(Collected data entries)
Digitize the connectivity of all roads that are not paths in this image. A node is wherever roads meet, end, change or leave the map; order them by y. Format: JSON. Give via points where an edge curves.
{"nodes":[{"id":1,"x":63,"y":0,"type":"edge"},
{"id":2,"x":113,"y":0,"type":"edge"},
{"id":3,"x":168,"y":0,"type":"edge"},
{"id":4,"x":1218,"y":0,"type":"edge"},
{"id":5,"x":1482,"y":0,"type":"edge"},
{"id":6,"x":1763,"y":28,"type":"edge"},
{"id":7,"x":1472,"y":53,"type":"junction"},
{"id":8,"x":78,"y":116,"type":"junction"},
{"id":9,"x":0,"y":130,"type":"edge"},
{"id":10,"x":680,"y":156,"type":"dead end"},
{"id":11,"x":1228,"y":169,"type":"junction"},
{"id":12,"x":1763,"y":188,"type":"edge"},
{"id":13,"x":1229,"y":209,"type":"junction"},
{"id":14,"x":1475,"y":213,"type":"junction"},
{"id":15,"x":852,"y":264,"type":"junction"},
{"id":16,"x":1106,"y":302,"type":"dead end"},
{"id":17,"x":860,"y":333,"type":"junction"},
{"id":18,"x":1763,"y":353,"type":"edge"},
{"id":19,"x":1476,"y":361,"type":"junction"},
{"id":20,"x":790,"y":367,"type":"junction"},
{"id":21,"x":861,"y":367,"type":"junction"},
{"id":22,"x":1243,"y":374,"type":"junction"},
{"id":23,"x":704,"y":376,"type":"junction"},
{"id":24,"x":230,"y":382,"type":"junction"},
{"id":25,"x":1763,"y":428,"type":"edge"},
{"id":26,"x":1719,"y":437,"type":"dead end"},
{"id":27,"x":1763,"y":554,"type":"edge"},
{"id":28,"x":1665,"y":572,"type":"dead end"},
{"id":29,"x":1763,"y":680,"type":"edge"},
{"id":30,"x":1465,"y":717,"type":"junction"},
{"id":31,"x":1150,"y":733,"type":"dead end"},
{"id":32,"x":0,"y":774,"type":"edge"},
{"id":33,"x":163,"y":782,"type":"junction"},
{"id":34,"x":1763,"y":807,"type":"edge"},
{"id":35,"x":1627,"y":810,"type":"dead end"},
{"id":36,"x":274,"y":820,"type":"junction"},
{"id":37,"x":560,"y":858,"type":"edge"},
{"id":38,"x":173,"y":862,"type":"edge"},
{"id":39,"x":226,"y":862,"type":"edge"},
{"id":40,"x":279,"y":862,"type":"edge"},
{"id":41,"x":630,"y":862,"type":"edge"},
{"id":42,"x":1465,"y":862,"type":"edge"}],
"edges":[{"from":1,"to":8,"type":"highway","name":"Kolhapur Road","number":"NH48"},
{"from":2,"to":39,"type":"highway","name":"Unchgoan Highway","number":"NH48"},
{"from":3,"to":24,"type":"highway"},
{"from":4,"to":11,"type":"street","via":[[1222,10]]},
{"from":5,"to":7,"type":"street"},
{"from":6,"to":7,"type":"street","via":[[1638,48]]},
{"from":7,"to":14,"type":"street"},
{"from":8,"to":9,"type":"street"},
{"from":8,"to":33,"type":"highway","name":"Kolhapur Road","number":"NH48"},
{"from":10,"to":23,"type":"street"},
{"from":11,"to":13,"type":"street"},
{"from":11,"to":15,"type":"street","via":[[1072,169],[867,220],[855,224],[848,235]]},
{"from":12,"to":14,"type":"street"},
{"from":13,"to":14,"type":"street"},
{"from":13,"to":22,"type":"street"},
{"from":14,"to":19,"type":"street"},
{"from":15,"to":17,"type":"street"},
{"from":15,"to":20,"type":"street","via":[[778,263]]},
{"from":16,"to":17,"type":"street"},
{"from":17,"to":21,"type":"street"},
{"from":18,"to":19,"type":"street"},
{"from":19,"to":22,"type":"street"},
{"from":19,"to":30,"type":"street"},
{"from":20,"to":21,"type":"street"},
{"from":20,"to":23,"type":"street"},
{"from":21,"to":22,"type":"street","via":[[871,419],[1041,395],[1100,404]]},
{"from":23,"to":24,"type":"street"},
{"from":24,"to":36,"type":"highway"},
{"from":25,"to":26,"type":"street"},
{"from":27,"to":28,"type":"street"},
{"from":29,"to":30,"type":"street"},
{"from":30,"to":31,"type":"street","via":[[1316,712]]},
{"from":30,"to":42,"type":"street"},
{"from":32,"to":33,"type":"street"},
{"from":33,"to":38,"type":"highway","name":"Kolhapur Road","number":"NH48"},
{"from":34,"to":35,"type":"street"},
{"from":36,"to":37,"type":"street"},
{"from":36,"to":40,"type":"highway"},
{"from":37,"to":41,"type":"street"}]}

- [Requirement] Among the records, find each line where the word "name" occurs, and copy it.

- [Written response]
"edges":[{"from":1,"to":8,"type":"highway","name":"Kolhapur Road","number":"NH48"},
{"from":2,"to":39,"type":"highway","name":"Unchgoan Highway","number":"NH48"},
{"from":8,"to":33,"type":"highway","name":"Kolhapur Road","number":"NH48"},
{"from":33,"to":38,"type":"highway","name":"Kolhapur Road","number":"NH48"},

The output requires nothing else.